# Exercise goal
Give back each entry exactly as written, apart from the pictures.

# Source data
=-=-=-=-=

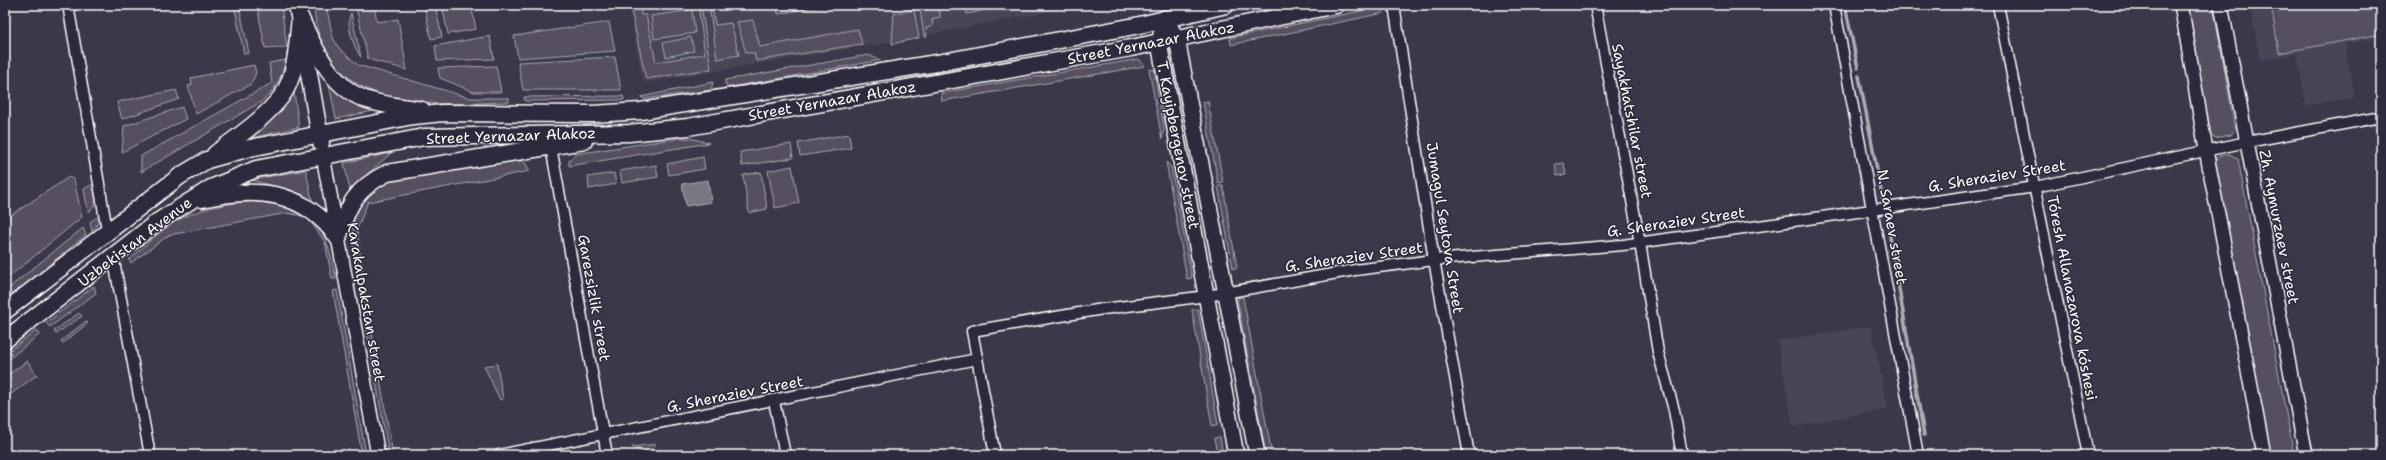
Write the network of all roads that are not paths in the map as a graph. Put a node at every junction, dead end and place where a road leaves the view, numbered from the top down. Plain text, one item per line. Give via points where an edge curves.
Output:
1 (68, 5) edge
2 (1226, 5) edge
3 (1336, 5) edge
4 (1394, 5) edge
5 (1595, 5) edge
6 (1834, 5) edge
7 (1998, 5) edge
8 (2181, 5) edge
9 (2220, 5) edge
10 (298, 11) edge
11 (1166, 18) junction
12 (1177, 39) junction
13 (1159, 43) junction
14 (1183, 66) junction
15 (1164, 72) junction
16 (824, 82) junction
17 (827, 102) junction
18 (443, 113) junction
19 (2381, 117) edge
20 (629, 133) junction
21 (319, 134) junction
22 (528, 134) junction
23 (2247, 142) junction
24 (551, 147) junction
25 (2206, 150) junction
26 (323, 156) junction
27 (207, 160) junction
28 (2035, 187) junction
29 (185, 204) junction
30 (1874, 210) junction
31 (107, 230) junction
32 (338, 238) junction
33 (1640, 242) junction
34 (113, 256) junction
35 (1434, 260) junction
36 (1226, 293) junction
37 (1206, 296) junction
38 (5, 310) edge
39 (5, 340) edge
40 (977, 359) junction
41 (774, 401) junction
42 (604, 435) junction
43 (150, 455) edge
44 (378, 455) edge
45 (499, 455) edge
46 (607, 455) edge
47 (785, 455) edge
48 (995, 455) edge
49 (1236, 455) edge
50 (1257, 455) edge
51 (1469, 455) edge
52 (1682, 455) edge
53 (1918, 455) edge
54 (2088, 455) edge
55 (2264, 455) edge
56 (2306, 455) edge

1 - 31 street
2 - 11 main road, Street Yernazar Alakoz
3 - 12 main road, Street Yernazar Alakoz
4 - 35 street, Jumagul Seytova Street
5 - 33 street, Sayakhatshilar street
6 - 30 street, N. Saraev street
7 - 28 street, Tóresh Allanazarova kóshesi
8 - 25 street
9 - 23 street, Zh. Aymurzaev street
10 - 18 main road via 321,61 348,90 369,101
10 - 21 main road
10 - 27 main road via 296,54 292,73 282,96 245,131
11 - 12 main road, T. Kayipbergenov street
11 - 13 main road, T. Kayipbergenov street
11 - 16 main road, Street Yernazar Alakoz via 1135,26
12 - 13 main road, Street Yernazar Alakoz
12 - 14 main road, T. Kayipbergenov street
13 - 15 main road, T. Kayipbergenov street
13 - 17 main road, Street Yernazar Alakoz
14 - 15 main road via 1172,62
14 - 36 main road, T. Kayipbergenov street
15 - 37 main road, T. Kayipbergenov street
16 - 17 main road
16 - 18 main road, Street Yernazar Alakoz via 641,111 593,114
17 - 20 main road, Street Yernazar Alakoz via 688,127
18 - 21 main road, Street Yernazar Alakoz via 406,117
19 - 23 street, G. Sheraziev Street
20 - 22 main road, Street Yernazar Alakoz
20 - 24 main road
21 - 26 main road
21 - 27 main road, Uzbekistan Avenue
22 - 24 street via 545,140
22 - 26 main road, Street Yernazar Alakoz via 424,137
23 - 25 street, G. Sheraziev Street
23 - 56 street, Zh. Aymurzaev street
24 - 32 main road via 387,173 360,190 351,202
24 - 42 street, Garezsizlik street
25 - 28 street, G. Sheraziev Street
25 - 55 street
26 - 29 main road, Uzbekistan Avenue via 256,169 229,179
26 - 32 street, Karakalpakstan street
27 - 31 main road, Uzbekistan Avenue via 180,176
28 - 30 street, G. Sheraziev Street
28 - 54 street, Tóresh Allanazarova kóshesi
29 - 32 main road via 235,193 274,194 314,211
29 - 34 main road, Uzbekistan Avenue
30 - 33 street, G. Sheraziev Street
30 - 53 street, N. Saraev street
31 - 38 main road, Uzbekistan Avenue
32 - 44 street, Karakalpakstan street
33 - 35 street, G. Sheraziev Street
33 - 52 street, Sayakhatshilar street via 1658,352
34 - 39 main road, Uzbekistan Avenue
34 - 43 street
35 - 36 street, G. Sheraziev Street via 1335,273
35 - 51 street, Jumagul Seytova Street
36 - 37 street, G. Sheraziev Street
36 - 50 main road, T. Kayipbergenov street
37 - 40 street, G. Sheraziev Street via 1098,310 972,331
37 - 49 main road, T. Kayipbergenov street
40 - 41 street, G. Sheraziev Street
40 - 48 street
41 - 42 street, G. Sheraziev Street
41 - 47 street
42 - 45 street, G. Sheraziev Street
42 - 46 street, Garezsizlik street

=-=-=-=-=

# Result of the task
Write the network of all roads that are not paths in the map as a graph. Put a node at every junction, dead end and place where a road leaves the view, numbered from the top down. Plain text, one item per line. Give via points where an edge curves.
Output:
1 (68, 5) edge
2 (1226, 5) edge
3 (1336, 5) edge
4 (1394, 5) edge
5 (1595, 5) edge
6 (1834, 5) edge
7 (1998, 5) edge
8 (2181, 5) edge
9 (2220, 5) edge
10 (298, 11) edge
11 (1166, 18) junction
12 (1177, 39) junction
13 (1159, 43) junction
14 (1183, 66) junction
15 (1164, 72) junction
16 (824, 82) junction
17 (827, 102) junction
18 (443, 113) junction
19 (2381, 117) edge
20 (629, 133) junction
21 (319, 134) junction
22 (528, 134) junction
23 (2247, 142) junction
24 (551, 147) junction
25 (2206, 150) junction
26 (323, 156) junction
27 (207, 160) junction
28 (2035, 187) junction
29 (185, 204) junction
30 (1874, 210) junction
31 (107, 230) junction
32 (338, 238) junction
33 (1640, 242) junction
34 (113, 256) junction
35 (1434, 260) junction
36 (1226, 293) junction
37 (1206, 296) junction
38 (5, 310) edge
39 (5, 340) edge
40 (977, 359) junction
41 (774, 401) junction
42 (604, 435) junction
43 (150, 455) edge
44 (378, 455) edge
45 (499, 455) edge
46 (607, 455) edge
47 (785, 455) edge
48 (995, 455) edge
49 (1236, 455) edge
50 (1257, 455) edge
51 (1469, 455) edge
52 (1682, 455) edge
53 (1918, 455) edge
54 (2088, 455) edge
55 (2264, 455) edge
56 (2306, 455) edge

1 - 31 street
2 - 11 main road, Street Yernazar Alakoz
3 - 12 main road, Street Yernazar Alakoz
4 - 35 street, Jumagul Seytova Street
5 - 33 street, Sayakhatshilar street
6 - 30 street, N. Saraev street
7 - 28 street, Tóresh Allanazarova kóshesi
8 - 25 street
9 - 23 street, Zh. Aymurzaev street
10 - 18 main road via 321,61 348,90 369,101
10 - 21 main road
10 - 27 main road via 296,54 292,73 282,96 245,131
11 - 12 main road, T. Kayipbergenov street
11 - 13 main road, T. Kayipbergenov street
11 - 16 main road, Street Yernazar Alakoz via 1135,26
12 - 13 main road, Street Yernazar Alakoz
12 - 14 main road, T. Kayipbergenov street
13 - 15 main road, T. Kayipbergenov street
13 - 17 main road, Street Yernazar Alakoz
14 - 15 main road via 1172,62
14 - 36 main road, T. Kayipbergenov street
15 - 37 main road, T. Kayipbergenov street
16 - 17 main road
16 - 18 main road, Street Yernazar Alakoz via 641,111 593,114
17 - 20 main road, Street Yernazar Alakoz via 688,127
18 - 21 main road, Street Yernazar Alakoz via 406,117
19 - 23 street, G. Sheraziev Street
20 - 22 main road, Street Yernazar Alakoz
20 - 24 main road
21 - 26 main road
21 - 27 main road, Uzbekistan Avenue
22 - 24 street via 545,140
22 - 26 main road, Street Yernazar Alakoz via 424,137
23 - 25 street, G. Sheraziev Street
23 - 56 street, Zh. Aymurzaev street
24 - 32 main road via 387,173 360,190 351,202
24 - 42 street, Garezsizlik street
25 - 28 street, G. Sheraziev Street
25 - 55 street
26 - 29 main road, Uzbekistan Avenue via 256,169 229,179
26 - 32 street, Karakalpakstan street
27 - 31 main road, Uzbekistan Avenue via 180,176
28 - 30 street, G. Sheraziev Street
28 - 54 street, Tóresh Allanazarova kóshesi
29 - 32 main road via 235,193 274,194 314,211
29 - 34 main road, Uzbekistan Avenue
30 - 33 street, G. Sheraziev Street
30 - 53 street, N. Saraev street
31 - 38 main road, Uzbekistan Avenue
32 - 44 street, Karakalpakstan street
33 - 35 street, G. Sheraziev Street
33 - 52 street, Sayakhatshilar street via 1658,352
34 - 39 main road, Uzbekistan Avenue
34 - 43 street
35 - 36 street, G. Sheraziev Street via 1335,273
35 - 51 street, Jumagul Seytova Street
36 - 37 street, G. Sheraziev Street
36 - 50 main road, T. Kayipbergenov street
37 - 40 street, G. Sheraziev Street via 1098,310 972,331
37 - 49 main road, T. Kayipbergenov street
40 - 41 street, G. Sheraziev Street
40 - 48 street
41 - 42 street, G. Sheraziev Street
41 - 47 street
42 - 45 street, G. Sheraziev Street
42 - 46 street, Garezsizlik street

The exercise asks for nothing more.